- [Task goal] Each record listed below is to be output exactly as written.

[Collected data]

_ _ _

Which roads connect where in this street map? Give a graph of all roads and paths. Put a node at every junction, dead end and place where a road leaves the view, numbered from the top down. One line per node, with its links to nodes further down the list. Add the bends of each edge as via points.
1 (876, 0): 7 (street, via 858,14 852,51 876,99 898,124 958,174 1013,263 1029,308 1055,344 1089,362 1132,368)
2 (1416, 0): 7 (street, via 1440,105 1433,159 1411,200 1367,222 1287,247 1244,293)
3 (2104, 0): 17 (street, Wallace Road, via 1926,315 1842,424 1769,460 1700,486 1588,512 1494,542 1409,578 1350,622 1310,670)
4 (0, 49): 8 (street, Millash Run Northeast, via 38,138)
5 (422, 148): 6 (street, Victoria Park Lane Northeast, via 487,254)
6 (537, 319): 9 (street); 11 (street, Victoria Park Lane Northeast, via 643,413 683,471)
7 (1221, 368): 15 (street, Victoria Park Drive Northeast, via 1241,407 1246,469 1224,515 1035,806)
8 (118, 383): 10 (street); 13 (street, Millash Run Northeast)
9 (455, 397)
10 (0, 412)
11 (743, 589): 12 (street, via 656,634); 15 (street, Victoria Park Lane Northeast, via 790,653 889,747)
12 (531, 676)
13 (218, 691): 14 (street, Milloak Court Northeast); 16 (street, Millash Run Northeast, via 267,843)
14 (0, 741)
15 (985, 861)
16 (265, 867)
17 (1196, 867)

_ _ _

- [Worked solution]
Which roads connect where in this street map? Give a graph of all roads and paths. Put a node at every junction, dead end and place where a road leaves the view, numbered from the top down. One line per node, with its links to nodes further down the list. Add the bends of each edge as via points.
1 (876, 0): 7 (street, via 858,14 852,51 876,99 898,124 958,174 1013,263 1029,308 1055,344 1089,362 1132,368)
2 (1416, 0): 7 (street, via 1440,105 1433,159 1411,200 1367,222 1287,247 1244,293)
3 (2104, 0): 17 (street, Wallace Road, via 1926,315 1842,424 1769,460 1700,486 1588,512 1494,542 1409,578 1350,622 1310,670)
4 (0, 49): 8 (street, Millash Run Northeast, via 38,138)
5 (422, 148): 6 (street, Victoria Park Lane Northeast, via 487,254)
6 (537, 319): 9 (street); 11 (street, Victoria Park Lane Northeast, via 643,413 683,471)
7 (1221, 368): 15 (street, Victoria Park Drive Northeast, via 1241,407 1246,469 1224,515 1035,806)
8 (118, 383): 10 (street); 13 (street, Millash Run Northeast)
9 (455, 397)
10 (0, 412)
11 (743, 589): 12 (street, via 656,634); 15 (street, Victoria Park Lane Northeast, via 790,653 889,747)
12 (531, 676)
13 (218, 691): 14 (street, Milloak Court Northeast); 16 (street, Millash Run Northeast, via 267,843)
14 (0, 741)
15 (985, 861)
16 (265, 867)
17 (1196, 867)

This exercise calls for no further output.